### Stored records
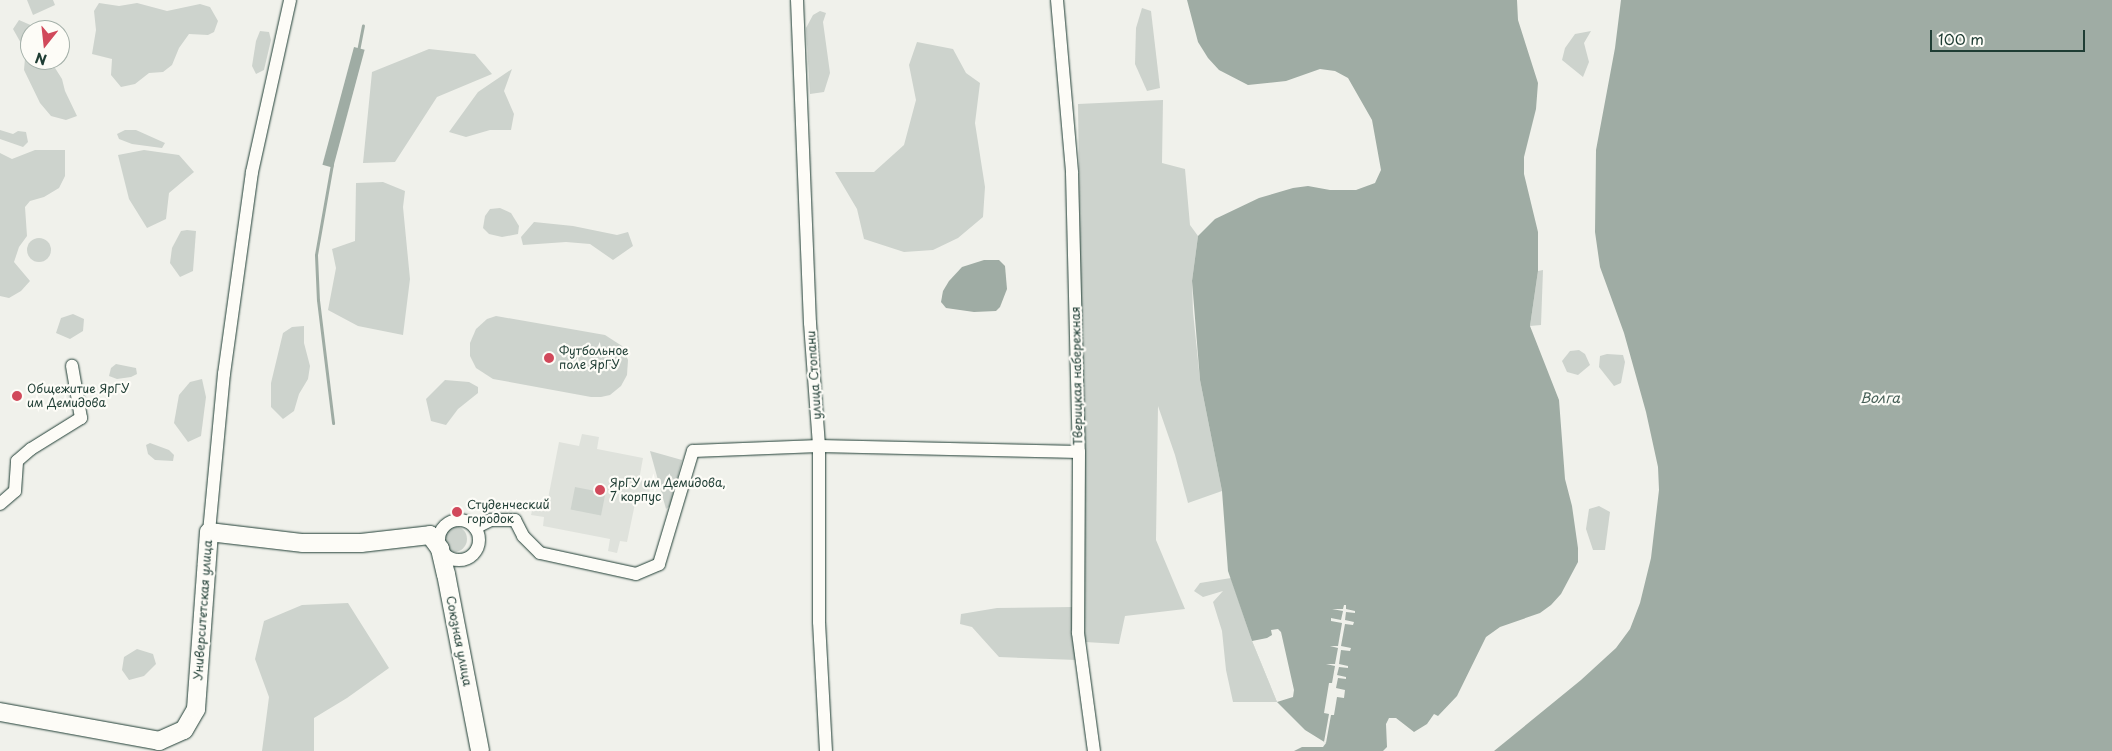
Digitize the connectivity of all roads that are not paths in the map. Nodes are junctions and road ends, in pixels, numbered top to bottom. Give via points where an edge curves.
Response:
1 (290, 0) edge
2 (797, 0) edge
3 (1057, 0) edge
4 (72, 366) dead end
5 (819, 446) junction
6 (1078, 452) junction
7 (0, 504) edge
8 (475, 528) junction
9 (210, 532) junction
10 (436, 532) junction
11 (440, 549) junction
12 (0, 712) edge
13 (480, 751) edge
14 (826, 751) edge
15 (1094, 751) edge

1 - 9 street via 252,172 224,374
2 - 5 street, улица Стопани via 810,323
3 - 6 street, Тверицкая набережная via 1072,173
4 - 7 street via 81,418 17,461 16,491
5 - 6 street
5 - 8 street via 693,451 659,564 636,574 540,553 523,536 515,520 491,520
5 - 14 street, улица Стопани via 819,622
6 - 15 street, Тверицкая набережная via 1078,633
8 - 10 street via 458,520
8 - 11 street via 478,548 469,558 455,560
9 - 10 street, Университетская улица via 304,543 361,543
9 - 12 street, Университетская улица via 196,709 184,730 158,741
10 - 11 street, Союзная улица
11 - 13 street, Союзная улица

### Your task
Your task is to set down each line above verbatim while excluding the pictures.

### Solution for this task
Digitize the connectivity of all roads that are not paths in the map. Nodes are junctions and road ends, in pixels, numbered top to bottom. Give via points where an edge curves.
Response:
1 (290, 0) edge
2 (797, 0) edge
3 (1057, 0) edge
4 (72, 366) dead end
5 (819, 446) junction
6 (1078, 452) junction
7 (0, 504) edge
8 (475, 528) junction
9 (210, 532) junction
10 (436, 532) junction
11 (440, 549) junction
12 (0, 712) edge
13 (480, 751) edge
14 (826, 751) edge
15 (1094, 751) edge

1 - 9 street via 252,172 224,374
2 - 5 street, улица Стопани via 810,323
3 - 6 street, Тверицкая набережная via 1072,173
4 - 7 street via 81,418 17,461 16,491
5 - 6 street
5 - 8 street via 693,451 659,564 636,574 540,553 523,536 515,520 491,520
5 - 14 street, улица Стопани via 819,622
6 - 15 street, Тверицкая набережная via 1078,633
8 - 10 street via 458,520
8 - 11 street via 478,548 469,558 455,560
9 - 10 street, Университетская улица via 304,543 361,543
9 - 12 street, Университетская улица via 196,709 184,730 158,741
10 - 11 street, Союзная улица
11 - 13 street, Союзная улица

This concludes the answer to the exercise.